Add service match using SeLinux Context

Using getpeercon we can know the elinux context of the process talking to
gssproxy. Use this information as an optional additional filter to match
processes to service definitions.
If a selinux_context option with a full user;role;type context is specified
into a service section, then the connecting process must also be running under
the specified selinux context in order to be allowed to connect.
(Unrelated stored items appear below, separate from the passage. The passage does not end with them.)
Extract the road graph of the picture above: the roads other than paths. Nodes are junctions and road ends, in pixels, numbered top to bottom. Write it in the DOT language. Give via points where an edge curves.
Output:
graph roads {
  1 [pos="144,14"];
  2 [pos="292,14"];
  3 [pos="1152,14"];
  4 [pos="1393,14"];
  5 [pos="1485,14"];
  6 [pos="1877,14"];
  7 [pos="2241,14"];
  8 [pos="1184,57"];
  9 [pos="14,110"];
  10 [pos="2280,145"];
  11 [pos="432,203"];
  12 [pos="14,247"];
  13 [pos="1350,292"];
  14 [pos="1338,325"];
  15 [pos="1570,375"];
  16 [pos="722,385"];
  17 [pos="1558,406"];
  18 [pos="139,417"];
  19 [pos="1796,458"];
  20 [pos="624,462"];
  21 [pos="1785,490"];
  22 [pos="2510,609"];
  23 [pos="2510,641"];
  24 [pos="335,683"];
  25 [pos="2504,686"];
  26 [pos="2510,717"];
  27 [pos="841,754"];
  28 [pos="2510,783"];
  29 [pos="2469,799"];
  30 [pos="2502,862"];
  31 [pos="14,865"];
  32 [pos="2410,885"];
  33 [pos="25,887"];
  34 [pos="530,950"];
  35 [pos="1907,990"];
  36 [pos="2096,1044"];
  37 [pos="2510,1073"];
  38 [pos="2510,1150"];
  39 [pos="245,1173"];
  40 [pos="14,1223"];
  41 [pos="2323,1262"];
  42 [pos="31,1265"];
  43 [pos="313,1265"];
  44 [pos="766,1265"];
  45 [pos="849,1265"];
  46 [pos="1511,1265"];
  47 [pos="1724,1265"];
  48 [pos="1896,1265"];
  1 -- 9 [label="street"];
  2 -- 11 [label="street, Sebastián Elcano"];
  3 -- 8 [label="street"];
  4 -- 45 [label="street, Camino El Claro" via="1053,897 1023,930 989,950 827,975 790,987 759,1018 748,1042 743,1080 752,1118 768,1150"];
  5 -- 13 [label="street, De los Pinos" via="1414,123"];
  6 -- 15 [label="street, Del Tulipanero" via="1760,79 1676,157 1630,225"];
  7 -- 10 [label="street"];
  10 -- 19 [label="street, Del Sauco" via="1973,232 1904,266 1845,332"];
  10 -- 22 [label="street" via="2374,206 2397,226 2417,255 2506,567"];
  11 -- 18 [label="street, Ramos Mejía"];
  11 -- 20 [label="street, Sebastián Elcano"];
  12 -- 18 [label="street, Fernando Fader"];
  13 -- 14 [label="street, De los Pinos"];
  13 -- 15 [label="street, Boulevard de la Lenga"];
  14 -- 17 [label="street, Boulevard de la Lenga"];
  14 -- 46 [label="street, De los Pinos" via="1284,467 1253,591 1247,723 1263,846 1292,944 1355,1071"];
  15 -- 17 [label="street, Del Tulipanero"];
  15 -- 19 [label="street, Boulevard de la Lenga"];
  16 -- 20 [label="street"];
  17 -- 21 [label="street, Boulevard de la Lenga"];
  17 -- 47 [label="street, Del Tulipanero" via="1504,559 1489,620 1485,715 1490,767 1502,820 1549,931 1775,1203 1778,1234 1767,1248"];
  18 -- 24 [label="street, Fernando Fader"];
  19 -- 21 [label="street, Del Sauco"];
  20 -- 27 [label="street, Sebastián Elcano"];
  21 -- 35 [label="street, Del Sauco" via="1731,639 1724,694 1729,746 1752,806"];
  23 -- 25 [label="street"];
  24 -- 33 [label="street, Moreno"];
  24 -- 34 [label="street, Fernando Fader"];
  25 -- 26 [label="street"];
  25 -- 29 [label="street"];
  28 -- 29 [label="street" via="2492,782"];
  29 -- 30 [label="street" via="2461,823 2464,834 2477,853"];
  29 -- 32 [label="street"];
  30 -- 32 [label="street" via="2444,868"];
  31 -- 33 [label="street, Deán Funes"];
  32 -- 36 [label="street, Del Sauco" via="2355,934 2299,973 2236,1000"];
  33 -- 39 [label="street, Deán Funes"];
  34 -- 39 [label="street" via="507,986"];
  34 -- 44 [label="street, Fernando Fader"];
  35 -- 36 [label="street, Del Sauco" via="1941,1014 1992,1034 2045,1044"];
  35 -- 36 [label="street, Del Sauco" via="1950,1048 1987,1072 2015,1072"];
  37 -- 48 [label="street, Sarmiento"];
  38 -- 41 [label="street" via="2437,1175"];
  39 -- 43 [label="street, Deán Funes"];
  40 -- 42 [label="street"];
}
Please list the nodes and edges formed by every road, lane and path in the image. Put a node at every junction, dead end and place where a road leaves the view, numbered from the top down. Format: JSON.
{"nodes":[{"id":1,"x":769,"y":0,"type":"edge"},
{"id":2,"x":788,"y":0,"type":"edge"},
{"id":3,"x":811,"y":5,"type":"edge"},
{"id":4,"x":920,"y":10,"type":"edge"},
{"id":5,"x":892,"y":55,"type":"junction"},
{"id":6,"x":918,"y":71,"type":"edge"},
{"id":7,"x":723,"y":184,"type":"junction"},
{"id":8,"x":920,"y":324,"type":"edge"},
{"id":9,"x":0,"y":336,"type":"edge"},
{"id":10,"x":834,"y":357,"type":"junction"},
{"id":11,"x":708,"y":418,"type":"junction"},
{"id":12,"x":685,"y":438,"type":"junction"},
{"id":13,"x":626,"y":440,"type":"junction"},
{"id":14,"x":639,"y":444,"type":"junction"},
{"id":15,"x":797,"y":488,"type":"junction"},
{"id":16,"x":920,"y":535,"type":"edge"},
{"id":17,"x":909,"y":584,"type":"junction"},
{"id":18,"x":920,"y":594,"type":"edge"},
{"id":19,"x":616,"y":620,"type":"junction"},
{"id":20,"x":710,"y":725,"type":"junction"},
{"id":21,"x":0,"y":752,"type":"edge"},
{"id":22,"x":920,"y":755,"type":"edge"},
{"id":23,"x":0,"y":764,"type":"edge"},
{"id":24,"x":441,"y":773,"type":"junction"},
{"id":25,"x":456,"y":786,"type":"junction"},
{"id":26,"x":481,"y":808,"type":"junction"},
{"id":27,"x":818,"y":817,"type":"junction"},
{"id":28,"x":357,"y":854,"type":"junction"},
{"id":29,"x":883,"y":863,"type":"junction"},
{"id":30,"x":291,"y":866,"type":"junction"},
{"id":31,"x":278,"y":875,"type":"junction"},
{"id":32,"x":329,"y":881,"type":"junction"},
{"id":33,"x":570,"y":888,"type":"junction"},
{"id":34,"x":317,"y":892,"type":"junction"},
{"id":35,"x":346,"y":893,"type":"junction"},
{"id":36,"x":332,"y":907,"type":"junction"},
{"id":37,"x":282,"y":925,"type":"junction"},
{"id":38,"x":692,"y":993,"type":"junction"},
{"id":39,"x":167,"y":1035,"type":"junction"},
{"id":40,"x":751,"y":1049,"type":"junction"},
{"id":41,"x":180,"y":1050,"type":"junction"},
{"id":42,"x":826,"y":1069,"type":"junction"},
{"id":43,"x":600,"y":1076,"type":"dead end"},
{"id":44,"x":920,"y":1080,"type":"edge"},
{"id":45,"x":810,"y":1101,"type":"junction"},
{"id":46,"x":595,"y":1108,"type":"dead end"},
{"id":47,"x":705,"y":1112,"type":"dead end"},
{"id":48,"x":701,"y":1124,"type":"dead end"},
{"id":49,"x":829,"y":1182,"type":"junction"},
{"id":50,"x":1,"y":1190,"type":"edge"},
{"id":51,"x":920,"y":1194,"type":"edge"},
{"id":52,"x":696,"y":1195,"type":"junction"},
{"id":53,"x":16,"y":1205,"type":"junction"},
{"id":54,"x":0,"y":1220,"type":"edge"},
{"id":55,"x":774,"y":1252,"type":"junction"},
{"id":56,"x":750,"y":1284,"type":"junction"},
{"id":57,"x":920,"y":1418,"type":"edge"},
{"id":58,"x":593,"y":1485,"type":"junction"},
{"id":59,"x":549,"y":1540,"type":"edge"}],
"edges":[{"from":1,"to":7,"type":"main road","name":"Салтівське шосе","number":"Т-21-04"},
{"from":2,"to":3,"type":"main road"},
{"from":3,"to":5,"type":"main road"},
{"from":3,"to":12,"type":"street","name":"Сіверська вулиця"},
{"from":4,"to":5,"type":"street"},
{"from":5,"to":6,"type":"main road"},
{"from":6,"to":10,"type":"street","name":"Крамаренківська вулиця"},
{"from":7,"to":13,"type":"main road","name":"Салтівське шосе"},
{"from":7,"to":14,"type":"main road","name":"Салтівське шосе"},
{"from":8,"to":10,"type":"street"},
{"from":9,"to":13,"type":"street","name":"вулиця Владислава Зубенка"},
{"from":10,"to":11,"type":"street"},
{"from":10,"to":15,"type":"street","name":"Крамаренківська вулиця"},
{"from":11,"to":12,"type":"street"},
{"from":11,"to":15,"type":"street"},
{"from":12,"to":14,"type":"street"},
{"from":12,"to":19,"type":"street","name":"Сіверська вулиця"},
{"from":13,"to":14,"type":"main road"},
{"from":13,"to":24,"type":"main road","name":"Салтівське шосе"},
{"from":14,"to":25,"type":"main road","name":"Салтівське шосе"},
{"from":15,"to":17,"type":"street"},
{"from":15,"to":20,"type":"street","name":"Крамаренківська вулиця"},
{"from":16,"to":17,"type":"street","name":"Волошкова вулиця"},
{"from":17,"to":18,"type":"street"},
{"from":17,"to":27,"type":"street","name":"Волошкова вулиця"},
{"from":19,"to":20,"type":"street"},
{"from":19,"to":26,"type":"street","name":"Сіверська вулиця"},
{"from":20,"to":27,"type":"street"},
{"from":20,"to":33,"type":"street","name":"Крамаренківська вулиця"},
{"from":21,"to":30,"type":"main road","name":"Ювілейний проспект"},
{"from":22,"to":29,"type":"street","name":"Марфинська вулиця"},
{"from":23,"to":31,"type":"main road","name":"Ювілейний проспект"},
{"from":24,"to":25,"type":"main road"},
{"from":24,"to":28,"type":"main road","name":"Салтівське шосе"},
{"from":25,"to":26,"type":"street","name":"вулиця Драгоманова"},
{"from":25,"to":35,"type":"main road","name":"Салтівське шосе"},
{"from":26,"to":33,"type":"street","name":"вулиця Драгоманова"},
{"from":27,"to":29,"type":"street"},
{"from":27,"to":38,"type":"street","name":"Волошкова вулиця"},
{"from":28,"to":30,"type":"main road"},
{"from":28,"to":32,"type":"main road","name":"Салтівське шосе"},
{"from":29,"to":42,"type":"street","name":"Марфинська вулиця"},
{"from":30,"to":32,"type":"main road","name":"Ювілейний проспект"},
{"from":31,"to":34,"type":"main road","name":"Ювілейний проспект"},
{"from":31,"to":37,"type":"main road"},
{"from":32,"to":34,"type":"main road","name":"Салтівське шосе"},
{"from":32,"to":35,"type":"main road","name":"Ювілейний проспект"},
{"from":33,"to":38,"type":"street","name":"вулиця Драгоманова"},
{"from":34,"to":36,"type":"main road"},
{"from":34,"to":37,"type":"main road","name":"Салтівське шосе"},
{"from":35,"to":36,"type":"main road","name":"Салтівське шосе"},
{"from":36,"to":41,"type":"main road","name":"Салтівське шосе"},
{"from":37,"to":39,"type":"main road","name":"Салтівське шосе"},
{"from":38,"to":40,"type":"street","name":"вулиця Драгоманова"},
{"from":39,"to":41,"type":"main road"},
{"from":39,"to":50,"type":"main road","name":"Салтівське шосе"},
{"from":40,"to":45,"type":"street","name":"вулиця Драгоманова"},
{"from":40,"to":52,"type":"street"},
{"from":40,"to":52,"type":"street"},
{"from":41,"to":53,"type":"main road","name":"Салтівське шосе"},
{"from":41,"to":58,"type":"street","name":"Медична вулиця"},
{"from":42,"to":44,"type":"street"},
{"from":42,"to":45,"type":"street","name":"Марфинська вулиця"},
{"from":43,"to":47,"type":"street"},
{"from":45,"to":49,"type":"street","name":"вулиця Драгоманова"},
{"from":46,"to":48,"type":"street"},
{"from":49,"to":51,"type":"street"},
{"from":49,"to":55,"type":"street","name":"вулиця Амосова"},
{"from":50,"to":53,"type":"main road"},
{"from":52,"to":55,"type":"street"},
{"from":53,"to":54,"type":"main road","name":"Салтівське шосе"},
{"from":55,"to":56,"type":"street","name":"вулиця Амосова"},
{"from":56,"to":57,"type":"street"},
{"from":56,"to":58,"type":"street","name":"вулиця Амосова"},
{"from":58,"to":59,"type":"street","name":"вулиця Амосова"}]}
Signed-off-by: Simo Sorce <simo@redhat.com>
Reviewed-by: Günther Deschner <gdeschner@redhat.com>

1 files changed, 15 insertions, 0 deletions

diff --git a/proxy/man/gssproxy.conf.5.xml b/proxy/man/gssproxy.conf.5.xml
index 9238aa6..0cbf965 100644
--- a/proxy/man/gssproxy.conf.5.xml
+++ b/proxy/man/gssproxy.conf.5.xml
@@ -165,6 +165,21 @@
                     </varlistentry>
 
                 <varlistentry>
+                    <term>selinux_context (string)</term>
+                    <listitem>
+                        <para>This parameter instructs the proxy to allow map a
+                              request to the service only if the context of the
+                              connecting client matches the one defined here.
+                        </para>
+                        <para>When this parameter is not set any client will be
+                              allowed regardless of their selinux context.
+                        </para>
+                        <para>Example: selinux_context = system_u:system_r:gssd_t
+                        </para>
+                    </listitem>
+                    </varlistentry>
+
+                <varlistentry>
                     <term>socket (string)</term>
                     <listitem>
                         <para>This parameter allows to create a per-service socket file over which gssproxy client and server components communicate.